▸ **PROVIDED INFORMATION**:
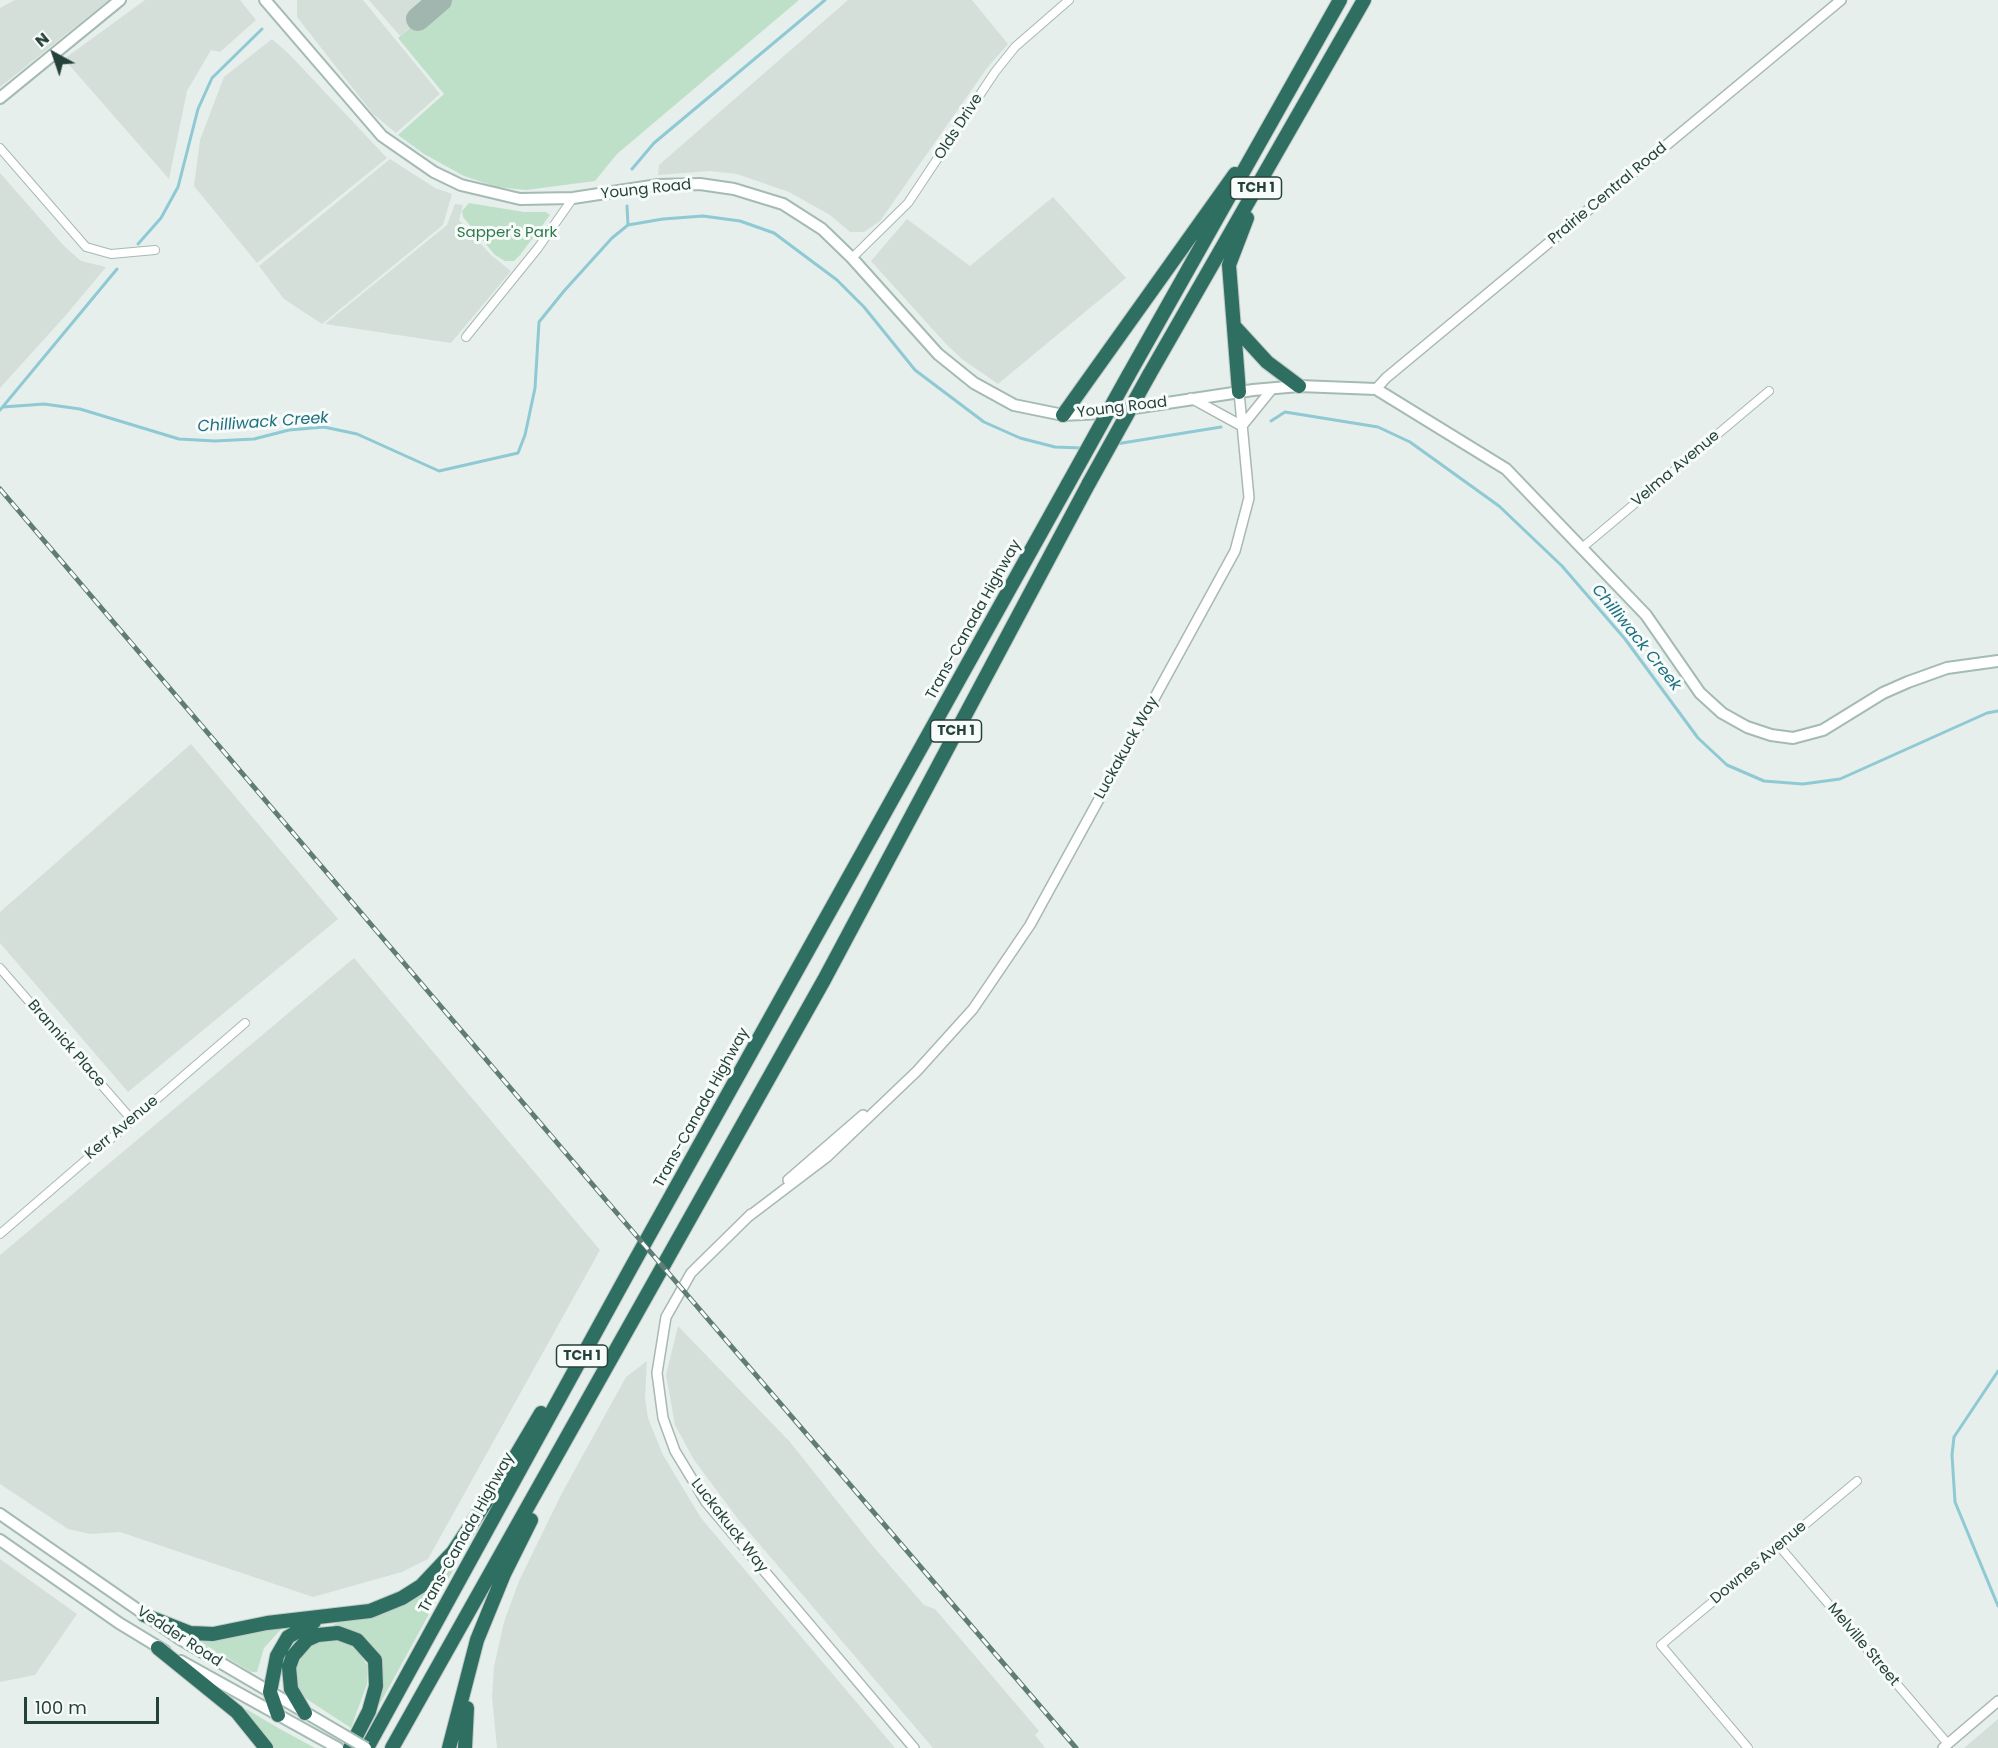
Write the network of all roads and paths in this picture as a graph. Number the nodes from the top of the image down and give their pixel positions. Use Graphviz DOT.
graph roads {
  1 [pos="120,0"];
  2 [pos="265,0"];
  3 [pos="1069,0"];
  4 [pos="1340,0"];
  5 [pos="1364,0"];
  6 [pos="1841,0"];
  7 [pos="1306,60"];
  8 [pos="1324,70"];
  9 [pos="0,98"];
  10 [pos="0,148"];
  11 [pos="573,198"];
  12 [pos="154,250"];
  13 [pos="852,258"];
  14 [pos="1234,326"];
  15 [pos="466,337"];
  16 [pos="1299,386"];
  17 [pos="1272,389"];
  18 [pos="1376,389"];
  19 [pos="1769,391"];
  20 [pos="1239,392"];
  21 [pos="1191,398"];
  22 [pos="1063,415"];
  23 [pos="1242,426"];
  24 [pos="1583,547"];
  25 [pos="1998,661"];
  26 [pos="0,968"];
  27 [pos="245,1023"];
  28 [pos="132,1120"];
  29 [pos="0,1234"];
  30 [pos="632,1266"];
  31 [pos="593,1392"];
  32 [pos="1857,1481"];
  33 [pos="0,1514"];
  34 [pos="0,1540"];
  35 [pos="1779,1545"];
  36 [pos="144,1615"];
  37 [pos="321,1618"];
  38 [pos="158,1648"];
  39 [pos="468,1683"];
  40 [pos="270,1692"];
  41 [pos="1998,1701"];
  42 [pos="305,1713"];
  43 [pos="278,1715"];
  44 [pos="1945,1746"];
  45 [pos="336,1747"];
  46 [pos="266,1748"];
  47 [pos="350,1748"];
  48 [pos="367,1748"];
  49 [pos="392,1748"];
  50 [pos="448,1748"];
  51 [pos="465,1748"];
  52 [pos="914,1748"];
  53 [pos="1748,1748"];
  1 -- 9 [label="main road"];
  2 -- 11 [label="main road, Young Road"];
  3 -- 13 [label="street, Olds Drive"];
  4 -- 7 [label="highway, TCH 1"];
  5 -- 8 [label="highway, TCH 1"];
  6 -- 18 [label="street, Prairie Central Road"];
  7 -- 22 [label="highway"];
  7 -- 30 [label="highway, Trans-Canada Highway / TCH 1, bridge"];
  8 -- 14 [label="highway"];
  8 -- 31 [label="highway, TCH 1, bridge"];
  10 -- 12 [label="street"];
  11 -- 13 [label="main road, Young Road"];
  11 -- 15 [label="street"];
  13 -- 22 [label="main road, Young Road"];
  14 -- 16 [label="highway"];
  14 -- 20 [label="highway"];
  16 -- 17 [label="main road, Young Road"];
  16 -- 18 [label="main road, Young Road"];
  17 -- 20 [label="main road, Young Road"];
  17 -- 23 [label="street"];
  18 -- 24 [label="main road"];
  19 -- 24 [label="street, Velma Avenue"];
  20 -- 21 [label="main road, Young Road"];
  20 -- 23 [label="street, Luckakuck Way"];
  21 -- 22 [label="main road, Young Road"];
  21 -- 23 [label="street"];
  23 -- 52 [label="street, Luckakuck Way"];
  24 -- 25 [label="main road"];
  26 -- 28 [label="street, Brannick Place"];
  27 -- 28 [label="street, Kerr Avenue"];
  28 -- 29 [label="street, Kerr Avenue"];
  30 -- 37 [label="highway"];
  30 -- 48 [label="highway, Trans-Canada Highway / TCH 1"];
  31 -- 39 [label="highway"];
  31 -- 49 [label="highway, TCH 1"];
  32 -- 35 [label="street, Downes Avenue"];
  33 -- 36 [label="main road, Vedder Road"];
  34 -- 38 [label="main road, Vedder Road"];
  35 -- 44 [label="street, Melville Street"];
  35 -- 53 [label="street, Downes Avenue"];
  36 -- 37 [label="highway"];
  36 -- 40 [label="main road, Vedder Road"];
  37 -- 40 [label="highway"];
  38 -- 43 [label="main road, Vedder Road"];
  38 -- 46 [label="highway"];
  39 -- 50 [label="highway"];
  39 -- 51 [label="highway"];
  40 -- 42 [label="main road, Vedder Road"];
  40 -- 43 [label="highway"];
  41 -- 44 [label="street"];
  42 -- 47 [label="highway"];
  42 -- 48 [label="main road, Vedder Road, bridge"];
  43 -- 45 [label="main road, Vedder Road"];
}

▸ **ABOUT THIS TASK**: In the material above, find each line containing the word "Canada" and copy it.

▸ **TASK RESULT**:
  7 -- 30 [label="highway, Trans-Canada Highway / TCH 1, bridge"];
  30 -- 48 [label="highway, Trans-Canada Highway / TCH 1"];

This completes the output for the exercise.